Turning separate lines into a comma separated list with quoted entries

Question

I have the following data (a list of R packages parsed from a Rmarkdown file), that I want to turn into a list I can pass to R to install:

d3heatmap
data.table
ggplot2
htmltools
htmlwidgets
metricsgraphics
networkD3
plotly
reshape2
scales
stringr

I want to turn the list into a list of the form:

'd3heatmap', 'data.table', 'ggplot2', 'htmltools', 'htmlwidgets', 'metricsgraphics', 'networkD3', 'plotly', 'reshape2', 'scales', 'stringr'

I currently have a bash pipeline that goes from the raw file to the list above:

grep 'library(' Presentation.Rmd \
| grep -v '#' \
| cut -f2 -d\( \
| tr -d ')'  \
| sort | uniq

I want to add a step on to turn the new lines into the comma separated list. I've tried adding tr '\n' '","', which fails. I've also tried a number of the following Stack Overflow answers, which also fail:

https://stackoverflow.com/questions/1251999/how-can-i-replace-a-newline-n-using-sed

This produces library(stringr)))phics) as the result.

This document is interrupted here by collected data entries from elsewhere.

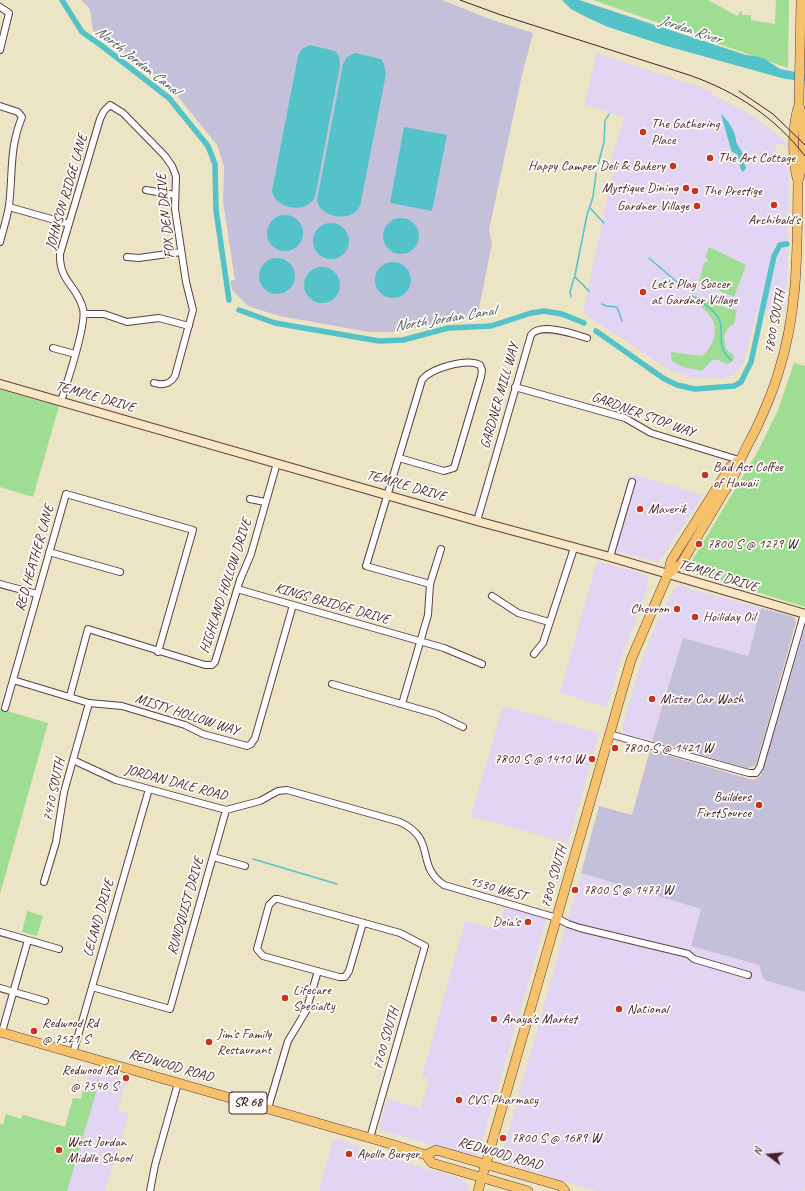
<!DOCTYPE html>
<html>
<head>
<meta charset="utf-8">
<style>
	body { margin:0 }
	#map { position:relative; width:805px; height:1191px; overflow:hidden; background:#ebe4c5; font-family:Caveat,sans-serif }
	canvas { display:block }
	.north { position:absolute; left:749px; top:1135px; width:40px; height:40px; -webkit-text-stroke:3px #fdfcf7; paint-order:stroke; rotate:286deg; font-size:11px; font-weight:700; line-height:16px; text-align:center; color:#4a1f2b }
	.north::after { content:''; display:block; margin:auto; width:14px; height:18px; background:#4a1f2b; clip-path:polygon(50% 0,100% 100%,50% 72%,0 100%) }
</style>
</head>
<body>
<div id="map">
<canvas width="805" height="1191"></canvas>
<div class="north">N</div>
</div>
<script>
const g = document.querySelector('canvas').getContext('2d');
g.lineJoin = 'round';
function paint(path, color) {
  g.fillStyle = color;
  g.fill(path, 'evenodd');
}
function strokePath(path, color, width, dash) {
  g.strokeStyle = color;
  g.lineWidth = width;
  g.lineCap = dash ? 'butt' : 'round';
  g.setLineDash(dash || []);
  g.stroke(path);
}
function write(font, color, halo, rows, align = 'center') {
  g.font = font + ' Caveat,sans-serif';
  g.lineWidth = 3.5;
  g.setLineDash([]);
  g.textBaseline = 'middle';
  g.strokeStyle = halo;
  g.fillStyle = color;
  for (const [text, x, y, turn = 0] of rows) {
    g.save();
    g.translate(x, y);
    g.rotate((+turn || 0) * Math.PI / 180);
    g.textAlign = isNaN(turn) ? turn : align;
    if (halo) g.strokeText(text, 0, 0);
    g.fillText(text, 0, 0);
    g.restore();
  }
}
const built = new Path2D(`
	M596 53 712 91 711 94 748 113 783 139 789 147 777 143 774 155 789 161 787 278 784 312 758 309 743 363 738 371 732 376 722 378H692L670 370 583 313 613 172 612 156 625 118 585 104Z
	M637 476 703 495 662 558 657 562 608 549 629 477Z
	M597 561 644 574 649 579 641 607 623 652 607 707 560 693Z
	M680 586 761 608 748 656 683 638 652 741 625 734 622 729 639 669 654 629 673 590Z
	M503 706 599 733 568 843 471 816Z
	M581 873 701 909 691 946 759 965 764 980 805 992V1184L803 1191H597L509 1164 504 1160 503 1151Z
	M505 907 543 917 546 921 479 1152 476 1155H471L383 1131 379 1127 387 1099 421 1108 429 1079 422 1077 465 921 498 930Z
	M89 1070 126 1080 118 1110 129 1113 105 1191H0V1124L3 1125 6 1114 21 1119 23 1115 65 1127 73 1098 81 1099Z
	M334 1138 394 1159 462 1179 468 1185V1191H319Z`);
const industrial = new Path2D(`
	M81 0H442L487 18 533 33 522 75 489 230 492 243 477 319H453L398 332H369L279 316 248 306 232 290 230 281 235 280 223 202 224 166 217 145 175 93 161 79 118 47 93 31 90 9Z
	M761 608 794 617 796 622 756 765 747 768 652 741 683 638 748 656Z
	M805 627V992L764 980 759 965 691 946 701 909 581 873 599 806 632 815 650 750 753 780 761 776Z`);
const green = new Path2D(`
	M593 0H708L737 16 742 10V15H751V20L775 24 776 0H789L788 68Z
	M709 247 746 265 734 297 699 282 704 263 708 261V259L705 258Z
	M695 296 727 308 737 310 734 324 728 328 724 336 726 349 734 356 732 362 727 364 718 360H712L702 371 683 367 672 361 671 352 702 356C712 347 719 333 712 319 709 313 700 306 695 301Z
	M794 363 805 366V607L695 573 691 571 690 564 758 451 778 410Z
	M0 390 59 406 33 497 0 487Z
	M0 709 48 723 0 894Z
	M27 911 43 916 37 936 22 932Z
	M98 1076 99 1082 67 1191H0V1124L3 1125 6 1114 21 1119 23 1115 65 1127 73 1098 81 1099 83 1090 94 1092Z`);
const water = new Path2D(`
	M562 0H579L746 55 755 56 765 59 780 69 805 74V81L785 79 663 45 608 27 584 16 571 9Z
	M310 45 335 51 339 56 340 66 315 197C306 215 275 209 272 191L298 56 302 49Z
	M355 53 381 59 384 64 386 74 360 206C351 224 319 217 317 200L343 64 347 57Z
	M721 114C728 120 737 134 736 142L742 152 746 168 743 172 741 170 737 154 732 152 730 146Z
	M404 127 447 135 432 211 390 203Z
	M267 233a18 18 0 1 1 36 0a18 18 0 1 1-36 0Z
	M383 236a18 18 0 1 1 36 0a18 18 0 1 1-36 0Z
	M313 241a18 18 0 1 1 36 0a18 18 0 1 1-36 0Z
	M259 276a18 18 0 1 1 36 0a18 18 0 1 1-36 0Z
	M375 280a18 18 0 1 1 36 0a18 18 0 1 1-36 0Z
	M304 285a18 18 0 1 1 36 0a18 18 0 1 1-36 0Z`);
const stream = new Path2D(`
	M598 165 604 142 605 121 609 114
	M590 208 604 223
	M649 258 678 283
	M575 277 589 291
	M691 295C700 301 712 307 718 317 727 332 713 343 731 360
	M571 297 570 292 575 275 587 215 593 197 596 173
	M602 304 606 306 617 307 622 321
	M253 859 337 884`);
const canal = new Path2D(`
	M62 0 82 32 102 46 169 98 208 146 215 164 216 210 229 300
	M239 310 275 323 379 341 403 340 448 328 491 326 531 313 544 311 562 314 584 323
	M596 331 663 378 677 385 695 389 734 386 741 382 751 362 774 256 780 245 787 244`);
const street = new Path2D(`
	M0 7 9 13 0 50
	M0 106 18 112 22 117C9 149 13 173 9 206 7 218 3 230 0 242
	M146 190 175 195
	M9 207 69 224
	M127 257 139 258 181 252
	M84 314H104L127 322 159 318 189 326
	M53 348 75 354
	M515 387 625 418 651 433 739 460
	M61 401C67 383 87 324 83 309 78 286 59 282 60 254L100 119 104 111 110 105 123 113 165 156 172 166 176 176 175 209 186 282 193 310 175 376C170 384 164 386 154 383
	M399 458 444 471 454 468 481 377 482 370 480 365C467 358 431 368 422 380L366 566 430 584
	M250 499 265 502
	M477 521 531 335C540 322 574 334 587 338
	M49 552 120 572
	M610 557 632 482
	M0 584 37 594
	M237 589 444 648 482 664
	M492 596 518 613 549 622
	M534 654 543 643 574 548
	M13 680 89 703 122 706 185 725 203 734 247 746 251 744 255 738 293 605
	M332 684 436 714 463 727
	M70 696 88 629 205 665H212L215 662 240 580 251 554 277 463
	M402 704 428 615 430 584 441 549
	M5 708 66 494 193 530 158 652
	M609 734 749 773H756L760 767 804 614
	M73 760 116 780 226 810 260 801 278 791 287 790 400 822C438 840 414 864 444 885L557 918 568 924 580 928 688 954 694 959 748 975
	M213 857 245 866
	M44 882 56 842 64 792 89 703
	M363 923 349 971 345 977H339L263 956 257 949 269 905 275 899H278L400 933 425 946 370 1138
	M0 932 59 949
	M92 987 170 1009 226 810
	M0 988 45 1001
	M2 1032 28 940
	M73 1053 149 789
	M268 1108 288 1041 306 1011 318 971
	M150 1191 155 1165 178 1083`);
const secondary = new Path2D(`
	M0 384 477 521 610 557 805 614`);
const primary = new Path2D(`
	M798 181C792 162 792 124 799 105L801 0
	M668 574 681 564 736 472C740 457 748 445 755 431 764 412 772 394 778 374 799 309 797 248 798 181 805 162 805 124 799 105
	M0 1032 391 1144 426 1155 432 1163 528 1191
	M426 1155 436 1150 561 1186 565 1191
	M478 1191 631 660 668 574 671 561 730 467 739 460`);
const tram = new Path2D(`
	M460 0 501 15 689 75C735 91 775 117 805 156
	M739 91 773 114 805 145`);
const markers = [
	[643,132,4,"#c8321e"],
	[710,158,4,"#c8321e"],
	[673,166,4,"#c8321e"],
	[686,188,4,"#c8321e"],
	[695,191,4,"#c8321e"],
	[774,205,4,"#c8321e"],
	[697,206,4,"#c8321e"],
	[643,292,4,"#c8321e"],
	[705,475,4,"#c8321e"],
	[640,509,4,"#c8321e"],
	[699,544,4,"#c8321e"],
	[677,609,4,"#c8321e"],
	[695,617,4,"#c8321e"],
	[652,699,4,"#c8321e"],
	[615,748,4,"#c8321e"],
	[592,759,4,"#c8321e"],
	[759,805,4,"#c8321e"],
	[575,890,4,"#c8321e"],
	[528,922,4,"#c8321e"],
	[285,998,4,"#c8321e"],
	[619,1009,4,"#c8321e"],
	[494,1019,4,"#c8321e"],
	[34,1031,4,"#c8321e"],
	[209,1042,4,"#c8321e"],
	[126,1078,4,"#c8321e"],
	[459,1100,4,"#c8321e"],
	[503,1138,4,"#c8321e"],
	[59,1150,4,"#c8321e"],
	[349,1154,4,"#c8321e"]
];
const shields = [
	[248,1103,38]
];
const shieldNames = [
	["SR 68",248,1103]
];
const poiNames = [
	["The Gathering",651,124],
	["Place",651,140],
	["The Art Cottage",718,158],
	["Happy Camper Deli & Bakery",665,166,"right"],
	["Mystique Dining",678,188,"right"],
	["The Prestige",703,191],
	["Gardner Village",689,206,"right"],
	["Archibald's",774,220,"center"],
	["Let's Play Soccer",651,284],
	["at Gardner Village",651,300],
	["Bad Ass Coffee",713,467],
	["of Hawaii",713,483],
	["Maverik",648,509],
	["7800 S @ 1279 W",707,544],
	["Chevron",669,609,"right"],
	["Hoiliday Oil",703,617],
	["Mister Car Wash",660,699],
	["7800 S @ 1421 W",623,748],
	["7800 S @ 1410 W",584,759,"right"],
	["Builders",751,797,"right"],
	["FirstSource",751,813,"right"],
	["7800 S @ 1477 W",583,890],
	["Deia's",520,922,"right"],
	["Lifecare",293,990],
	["Specialty",293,1006],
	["National",627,1009],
	["Anaya's Market",502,1019],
	["Redwood Rd",42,1023],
	["@ 7521 S",42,1039],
	["Jim's Family",217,1034],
	["Restaurant",217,1050],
	["Redwood Rd",118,1070,"right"],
	["@ 7546 S",118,1086,"right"],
	["CVS Pharmacy",467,1100],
	["7800 S @ 1689 W",511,1138],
	["West Jordan",67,1142],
	["Middle School",67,1158],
	["Apollo Burger",357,1154]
];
const streetNames = [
	["JOHNSON RIDGE LANE",67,192,-74],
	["FOX DEN DRIVE",166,216,-96],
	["7800 SOUTH",775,322,-79],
	["GARDNER MILL WAY",500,396,-74],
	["TEMPLE DRIVE",95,397,16],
	["GARDNER STOP WAY",643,415,20],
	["TEMPLE DRIVE",406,486,16],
	["RED HEATHER LANE",35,558,-74],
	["TEMPLE DRIVE",718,576,17],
	["HIGHLAND HOLLOW DRIVE",226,586,-72],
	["KINGS BRIDGE DRIVE",332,604,16],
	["MISTY HOLLOW WAY",187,715,18],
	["JORDAN DALE ROAD",176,783,15],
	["7470 SOUTH",54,790,-78],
	["7800 SOUTH",554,877,-74],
	["1530 WEST",498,889,16],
	["RUNDQUIST DRIVE",186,906,-74],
	["LELAND DRIVE",99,918,-74],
	["7700 SOUTH",386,1039,-74],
	["REDWOOD ROAD",171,1066,16],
	["REDWOOD ROAD",500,1154,16]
];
const waterNames = [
	["Jordan River",690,30,18],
	["North Jordan Canal",137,61,38],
	["North Jordan Canal",445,319,-9]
];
paint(built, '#e2d4f3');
paint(industrial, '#c5c0da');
paint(green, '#9edd92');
paint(water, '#54c2c9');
strokePath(stream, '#54c2c9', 1.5);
strokePath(canal, '#54c2c9', 5.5);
strokePath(street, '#623d42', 8);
strokePath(secondary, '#623d42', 10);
strokePath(primary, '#623d42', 10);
strokePath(street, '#fff', 6);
strokePath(secondary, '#fbe6c4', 8);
strokePath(primary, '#f5c16b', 9);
strokePath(tram, '#4a1f2b', 1);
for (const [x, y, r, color] of markers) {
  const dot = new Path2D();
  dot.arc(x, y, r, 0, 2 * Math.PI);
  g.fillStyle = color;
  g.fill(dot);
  strokePath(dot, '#fdfcf7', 1.5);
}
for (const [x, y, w] of shields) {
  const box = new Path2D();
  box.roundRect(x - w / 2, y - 11, w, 22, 3);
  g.fillStyle = '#fdfcf7';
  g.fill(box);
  strokePath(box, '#4a1f2b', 1);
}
write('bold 13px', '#4a1f2b', null, shieldNames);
write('14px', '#4a1f2b', '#fdfcf7', poiNames, 'left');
write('14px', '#4a1f2b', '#fdfcf7', streetNames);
write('italic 15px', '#4e5862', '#fdfcf7', waterNames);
</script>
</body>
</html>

https://stackoverflow.com/questions/10748453/replace-comma-with-newline-in-sed

This produces ,% as the result.

Can sed replace new line characters?

This answer (with the -i flag removed), produces output identical to the input.

Do the delimiters need to be comma-space, or is comma alone acceptable? — steeldriver, Commented Jan 17, 2017 at 18:29
Either is fine, but I do need a quote character surrounding the string, either ' or ". — fbt, Commented Jan 17, 2017 at 18:31
Am I the first to notice that the input data and the script to process it, are completely incompatible. There will be no output. — ctrl-alt-delor, Commented Jan 19, 2017 at 21:43
The script I listed is how I generate the input data. Someone asked for it. The actual input data would look something like this. Note that Github changes the formatting to remove the new lines. — fbt, Commented Jan 20, 2017 at 2:56

zeppelin · Accepted Answer · 2017-01-17 21:04:47Z

32

You can add quotes with sed and then merge lines with paste, like that:

sed 's/^\|$/"/g'|paste -sd, -

If you are running a GNU coreutils based system (i.e. Linux), you can omit the trailing '-'.

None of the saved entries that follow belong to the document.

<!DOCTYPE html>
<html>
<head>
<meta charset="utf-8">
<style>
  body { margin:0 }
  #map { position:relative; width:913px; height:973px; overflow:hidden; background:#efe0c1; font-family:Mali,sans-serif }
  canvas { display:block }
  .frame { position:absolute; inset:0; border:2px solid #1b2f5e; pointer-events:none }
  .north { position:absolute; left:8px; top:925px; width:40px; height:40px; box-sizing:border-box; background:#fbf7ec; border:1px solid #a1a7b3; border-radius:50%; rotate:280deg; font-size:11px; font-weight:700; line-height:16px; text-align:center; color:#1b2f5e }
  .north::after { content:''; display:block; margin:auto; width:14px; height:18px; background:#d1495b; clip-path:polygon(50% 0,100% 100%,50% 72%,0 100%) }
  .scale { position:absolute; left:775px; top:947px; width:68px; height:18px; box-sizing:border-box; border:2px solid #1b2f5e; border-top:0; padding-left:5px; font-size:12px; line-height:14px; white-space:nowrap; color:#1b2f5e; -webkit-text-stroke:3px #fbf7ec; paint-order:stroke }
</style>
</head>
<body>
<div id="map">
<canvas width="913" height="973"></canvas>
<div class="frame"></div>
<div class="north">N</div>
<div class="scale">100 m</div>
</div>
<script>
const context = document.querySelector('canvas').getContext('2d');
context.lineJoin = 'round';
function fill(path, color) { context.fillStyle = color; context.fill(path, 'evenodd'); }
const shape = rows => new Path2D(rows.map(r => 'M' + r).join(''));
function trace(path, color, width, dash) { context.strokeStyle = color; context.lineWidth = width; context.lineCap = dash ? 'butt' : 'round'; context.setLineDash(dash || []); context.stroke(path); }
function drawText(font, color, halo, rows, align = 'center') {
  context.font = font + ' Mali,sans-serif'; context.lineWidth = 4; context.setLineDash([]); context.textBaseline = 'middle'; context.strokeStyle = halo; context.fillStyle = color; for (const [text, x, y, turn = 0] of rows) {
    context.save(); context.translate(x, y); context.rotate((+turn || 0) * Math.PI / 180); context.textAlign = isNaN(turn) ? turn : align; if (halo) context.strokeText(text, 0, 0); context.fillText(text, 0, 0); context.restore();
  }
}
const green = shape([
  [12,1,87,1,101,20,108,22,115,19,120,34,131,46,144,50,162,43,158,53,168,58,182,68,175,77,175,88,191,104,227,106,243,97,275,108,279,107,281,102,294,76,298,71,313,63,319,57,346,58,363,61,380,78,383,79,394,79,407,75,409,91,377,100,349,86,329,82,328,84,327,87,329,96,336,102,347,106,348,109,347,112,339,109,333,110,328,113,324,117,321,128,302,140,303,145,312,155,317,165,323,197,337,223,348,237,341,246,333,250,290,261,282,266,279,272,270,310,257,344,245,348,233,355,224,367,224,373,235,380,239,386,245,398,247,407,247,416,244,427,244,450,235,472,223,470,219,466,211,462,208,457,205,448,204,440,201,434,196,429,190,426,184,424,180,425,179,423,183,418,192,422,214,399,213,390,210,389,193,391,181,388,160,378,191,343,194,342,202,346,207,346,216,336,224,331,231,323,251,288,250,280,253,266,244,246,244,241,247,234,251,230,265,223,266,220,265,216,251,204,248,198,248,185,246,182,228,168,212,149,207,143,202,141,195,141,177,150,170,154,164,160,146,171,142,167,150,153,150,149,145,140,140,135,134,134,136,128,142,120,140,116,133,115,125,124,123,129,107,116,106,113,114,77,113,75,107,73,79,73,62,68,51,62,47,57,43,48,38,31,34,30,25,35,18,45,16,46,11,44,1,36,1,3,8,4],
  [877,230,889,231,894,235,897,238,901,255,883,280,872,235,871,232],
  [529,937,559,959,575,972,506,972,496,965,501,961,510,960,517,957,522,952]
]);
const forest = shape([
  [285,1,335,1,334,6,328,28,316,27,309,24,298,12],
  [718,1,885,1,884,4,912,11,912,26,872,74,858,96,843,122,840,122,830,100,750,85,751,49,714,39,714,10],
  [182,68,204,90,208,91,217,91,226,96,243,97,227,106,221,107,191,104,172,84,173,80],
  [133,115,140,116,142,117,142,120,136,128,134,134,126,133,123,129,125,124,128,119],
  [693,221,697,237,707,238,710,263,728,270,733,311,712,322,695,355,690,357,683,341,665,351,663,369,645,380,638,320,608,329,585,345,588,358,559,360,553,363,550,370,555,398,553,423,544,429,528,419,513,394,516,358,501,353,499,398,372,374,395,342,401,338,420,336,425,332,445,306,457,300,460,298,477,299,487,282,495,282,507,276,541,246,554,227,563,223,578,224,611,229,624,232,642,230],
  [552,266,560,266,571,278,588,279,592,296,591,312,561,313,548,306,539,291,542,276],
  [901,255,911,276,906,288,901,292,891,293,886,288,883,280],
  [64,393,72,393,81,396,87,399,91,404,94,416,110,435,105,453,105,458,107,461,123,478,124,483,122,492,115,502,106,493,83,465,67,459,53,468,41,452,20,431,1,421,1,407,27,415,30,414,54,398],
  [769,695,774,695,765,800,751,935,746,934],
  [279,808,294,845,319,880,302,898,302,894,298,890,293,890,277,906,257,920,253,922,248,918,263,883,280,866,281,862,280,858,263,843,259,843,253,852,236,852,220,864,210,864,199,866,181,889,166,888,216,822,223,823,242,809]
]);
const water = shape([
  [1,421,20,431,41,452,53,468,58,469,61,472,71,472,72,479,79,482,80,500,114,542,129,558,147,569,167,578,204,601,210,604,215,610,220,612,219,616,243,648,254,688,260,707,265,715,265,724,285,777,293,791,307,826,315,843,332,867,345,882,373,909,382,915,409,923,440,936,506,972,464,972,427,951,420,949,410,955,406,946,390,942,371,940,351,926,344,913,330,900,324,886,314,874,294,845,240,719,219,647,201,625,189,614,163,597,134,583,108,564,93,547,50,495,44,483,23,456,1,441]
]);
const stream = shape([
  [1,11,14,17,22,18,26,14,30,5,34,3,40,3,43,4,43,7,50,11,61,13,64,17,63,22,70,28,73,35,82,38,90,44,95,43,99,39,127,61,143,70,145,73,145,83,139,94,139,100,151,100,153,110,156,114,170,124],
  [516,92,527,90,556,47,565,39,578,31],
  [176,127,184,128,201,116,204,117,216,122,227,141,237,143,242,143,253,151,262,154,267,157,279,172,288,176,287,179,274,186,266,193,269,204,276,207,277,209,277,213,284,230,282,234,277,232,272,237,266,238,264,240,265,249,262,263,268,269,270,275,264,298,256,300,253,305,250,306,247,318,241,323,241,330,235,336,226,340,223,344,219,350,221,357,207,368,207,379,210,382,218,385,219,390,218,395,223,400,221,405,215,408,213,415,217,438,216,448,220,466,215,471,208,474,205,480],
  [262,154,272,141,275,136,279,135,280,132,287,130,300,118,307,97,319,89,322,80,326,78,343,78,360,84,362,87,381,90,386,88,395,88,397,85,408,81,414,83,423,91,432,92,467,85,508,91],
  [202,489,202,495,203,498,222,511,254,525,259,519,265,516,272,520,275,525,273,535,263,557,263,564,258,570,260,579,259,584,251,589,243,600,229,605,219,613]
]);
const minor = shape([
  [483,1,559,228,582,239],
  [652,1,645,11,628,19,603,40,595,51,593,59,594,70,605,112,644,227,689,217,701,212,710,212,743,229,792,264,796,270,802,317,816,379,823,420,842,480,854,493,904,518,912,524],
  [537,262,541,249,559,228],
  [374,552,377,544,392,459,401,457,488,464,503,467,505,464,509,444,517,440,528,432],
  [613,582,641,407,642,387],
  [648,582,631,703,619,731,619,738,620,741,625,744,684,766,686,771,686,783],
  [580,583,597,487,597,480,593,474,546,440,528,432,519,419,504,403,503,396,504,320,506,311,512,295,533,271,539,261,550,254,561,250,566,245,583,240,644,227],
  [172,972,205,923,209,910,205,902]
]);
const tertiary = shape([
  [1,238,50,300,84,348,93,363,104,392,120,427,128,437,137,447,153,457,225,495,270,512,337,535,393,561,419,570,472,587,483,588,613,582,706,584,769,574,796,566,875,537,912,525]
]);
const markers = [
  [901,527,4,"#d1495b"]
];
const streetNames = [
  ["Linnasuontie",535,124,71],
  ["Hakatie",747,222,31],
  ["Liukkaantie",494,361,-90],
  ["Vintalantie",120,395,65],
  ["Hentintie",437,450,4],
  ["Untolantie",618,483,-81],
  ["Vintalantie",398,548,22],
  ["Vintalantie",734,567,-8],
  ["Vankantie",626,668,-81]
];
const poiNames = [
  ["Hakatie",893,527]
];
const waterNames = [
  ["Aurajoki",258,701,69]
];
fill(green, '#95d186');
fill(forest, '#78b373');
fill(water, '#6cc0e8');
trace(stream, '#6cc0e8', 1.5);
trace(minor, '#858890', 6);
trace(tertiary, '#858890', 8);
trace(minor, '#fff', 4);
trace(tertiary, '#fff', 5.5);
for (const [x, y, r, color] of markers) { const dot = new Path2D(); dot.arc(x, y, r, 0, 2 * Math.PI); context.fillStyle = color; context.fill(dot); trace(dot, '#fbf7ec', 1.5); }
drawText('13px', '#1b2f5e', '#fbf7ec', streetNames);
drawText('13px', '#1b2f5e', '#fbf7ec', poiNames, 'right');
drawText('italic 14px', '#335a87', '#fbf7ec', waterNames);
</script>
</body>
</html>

If you input data has DOS-style line endings (as @phk suggested), you can modify the command as follows:

sed 's/\r//;s/^\|$/"/g'|paste -sd, -

edited Jan 17, 2017 at 21:04

answered Jan 17, 2017 at 18:56

zeppelin

3,84211 silver badges22 bronze badges

2

On MacOS (and maybe others), you will need to include a dash to indicate that the input is from stdin rather than a file: sed 's/^\|$/"/g'|paste -sd, -
– cherdt
Commented Jan 17, 2017 at 19:08
True, "coreutils" version of paste will accept both forms, but "-" is more POSIX. Thx !
– zeppelin
Commented Jan 17, 2017 at 19:21
2

Or just with sed alone: sed 's/.*/"&"/;:l;N;s/\n$.*$$/, "\1"/;tl'
– Digital Trauma
Commented Jan 17, 2017 at 20:09
1

@fbt The note I now added at the end of my answer applies here as well.
– phk
Commented Jan 17, 2017 at 20:52
1

@DigitalTrauma - not really a good idea; that would be very slow (might even hang with huge files) - see the answers to the Q I linked in my comment on the Q here; the cool thing is to use paste alone ;)
– don_crissti
Commented Jan 17, 2017 at 21:07

| Show 4 more comments

phk · Accepted Answer · 2017-01-18 18:11:03Z

Using awk:

awk 'BEGIN { ORS="" } { print p"'"'"'"$0"'"'"'"; p=", " } END { print "\n" }' /path/to/list

Alternative with less shell escaping and therefore more readable:

awk 'BEGIN { ORS="" } { print p"\047"$0"\047"; p=", " } END { print "\n" }' /path/to/list

Output:

'd3heatmap', 'data.table', 'ggplot2', 'htmltools', 'htmlwidgets', 'metricsgraphics', 'networkD3', 'plotly', 'reshape2', 'scales', 'stringr'

Explanation:

The awk script itself without all the escaping is BEGIN { ORS="" } { print p"'"$0"'"; p=", " } END { print "\n" }. After printing the first entry the variable p is set (before that it's like an empty string). With this variable p every entry (or in awk-speak: record) is prefixed and additionally printed with single quotes around it. The awk output record separator variable ORS is not needed (since the prefix is doing it for you) so it is set to be empty at the BEGINing. Oh and we might our file to END with a newline (e.g. so it works with further text-processing tools); should this not be needed the part with END and everything after it (inside the single quotes) can be removed.

Note

If you have Windows/DOS-style line endings (\r\n), you have to convert them to UNIX style (\n) first. To do this you can put tr -d '\015' at the beginning of your pipeline:

tr -d '\015' < /path/to/input.list | awk […] > /path/to/output

(Assuming you don't have any use for \rs in your file. Very safe assumption here.)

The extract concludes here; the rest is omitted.